:: WORK TASK ::
Restate the material verbatim, every line included.

:: PROVIDED DATA ::
________________
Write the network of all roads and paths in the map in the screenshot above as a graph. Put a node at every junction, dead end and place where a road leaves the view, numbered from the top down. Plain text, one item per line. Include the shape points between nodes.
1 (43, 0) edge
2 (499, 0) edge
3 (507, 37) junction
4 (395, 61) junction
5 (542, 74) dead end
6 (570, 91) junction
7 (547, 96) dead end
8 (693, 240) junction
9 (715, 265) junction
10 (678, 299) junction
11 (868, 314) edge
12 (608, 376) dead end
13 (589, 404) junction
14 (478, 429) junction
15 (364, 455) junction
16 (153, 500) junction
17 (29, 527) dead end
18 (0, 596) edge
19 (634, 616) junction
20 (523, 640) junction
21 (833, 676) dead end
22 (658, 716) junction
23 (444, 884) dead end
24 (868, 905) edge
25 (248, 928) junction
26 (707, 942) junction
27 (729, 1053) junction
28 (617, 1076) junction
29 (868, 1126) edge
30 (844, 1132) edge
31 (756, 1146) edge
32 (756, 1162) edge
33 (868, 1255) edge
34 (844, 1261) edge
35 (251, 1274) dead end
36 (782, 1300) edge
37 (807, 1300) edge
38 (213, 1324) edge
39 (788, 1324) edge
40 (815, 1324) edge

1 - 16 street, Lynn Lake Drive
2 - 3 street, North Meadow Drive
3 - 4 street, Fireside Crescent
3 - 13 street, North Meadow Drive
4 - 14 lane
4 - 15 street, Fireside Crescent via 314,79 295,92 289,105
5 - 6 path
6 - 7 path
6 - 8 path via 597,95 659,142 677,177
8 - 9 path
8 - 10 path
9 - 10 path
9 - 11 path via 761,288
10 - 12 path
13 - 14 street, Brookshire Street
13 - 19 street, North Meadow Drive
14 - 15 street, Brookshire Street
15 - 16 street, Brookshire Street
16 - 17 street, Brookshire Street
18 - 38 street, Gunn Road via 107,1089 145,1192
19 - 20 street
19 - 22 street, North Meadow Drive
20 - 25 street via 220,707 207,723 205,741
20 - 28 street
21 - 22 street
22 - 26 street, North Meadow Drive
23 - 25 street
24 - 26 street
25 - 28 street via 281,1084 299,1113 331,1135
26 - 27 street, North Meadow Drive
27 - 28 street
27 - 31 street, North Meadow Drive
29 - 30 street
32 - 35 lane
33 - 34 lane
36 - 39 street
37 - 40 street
________________
:: RESPONSE TO THIS TASK ::
Write the network of all roads and paths in the map in the screenshot above as a graph. Put a node at every junction, dead end and place where a road leaves the view, numbered from the top down. Plain text, one item per line. Include the shape points between nodes.
1 (43, 0) edge
2 (499, 0) edge
3 (507, 37) junction
4 (395, 61) junction
5 (542, 74) dead end
6 (570, 91) junction
7 (547, 96) dead end
8 (693, 240) junction
9 (715, 265) junction
10 (678, 299) junction
11 (868, 314) edge
12 (608, 376) dead end
13 (589, 404) junction
14 (478, 429) junction
15 (364, 455) junction
16 (153, 500) junction
17 (29, 527) dead end
18 (0, 596) edge
19 (634, 616) junction
20 (523, 640) junction
21 (833, 676) dead end
22 (658, 716) junction
23 (444, 884) dead end
24 (868, 905) edge
25 (248, 928) junction
26 (707, 942) junction
27 (729, 1053) junction
28 (617, 1076) junction
29 (868, 1126) edge
30 (844, 1132) edge
31 (756, 1146) edge
32 (756, 1162) edge
33 (868, 1255) edge
34 (844, 1261) edge
35 (251, 1274) dead end
36 (782, 1300) edge
37 (807, 1300) edge
38 (213, 1324) edge
39 (788, 1324) edge
40 (815, 1324) edge

1 - 16 street, Lynn Lake Drive
2 - 3 street, North Meadow Drive
3 - 4 street, Fireside Crescent
3 - 13 street, North Meadow Drive
4 - 14 lane
4 - 15 street, Fireside Crescent via 314,79 295,92 289,105
5 - 6 path
6 - 7 path
6 - 8 path via 597,95 659,142 677,177
8 - 9 path
8 - 10 path
9 - 10 path
9 - 11 path via 761,288
10 - 12 path
13 - 14 street, Brookshire Street
13 - 19 street, North Meadow Drive
14 - 15 street, Brookshire Street
15 - 16 street, Brookshire Street
16 - 17 street, Brookshire Street
18 - 38 street, Gunn Road via 107,1089 145,1192
19 - 20 street
19 - 22 street, North Meadow Drive
20 - 25 street via 220,707 207,723 205,741
20 - 28 street
21 - 22 street
22 - 26 street, North Meadow Drive
23 - 25 street
24 - 26 street
25 - 28 street via 281,1084 299,1113 331,1135
26 - 27 street, North Meadow Drive
27 - 28 street
27 - 31 street, North Meadow Drive
29 - 30 street
32 - 35 lane
33 - 34 lane
36 - 39 street
37 - 40 street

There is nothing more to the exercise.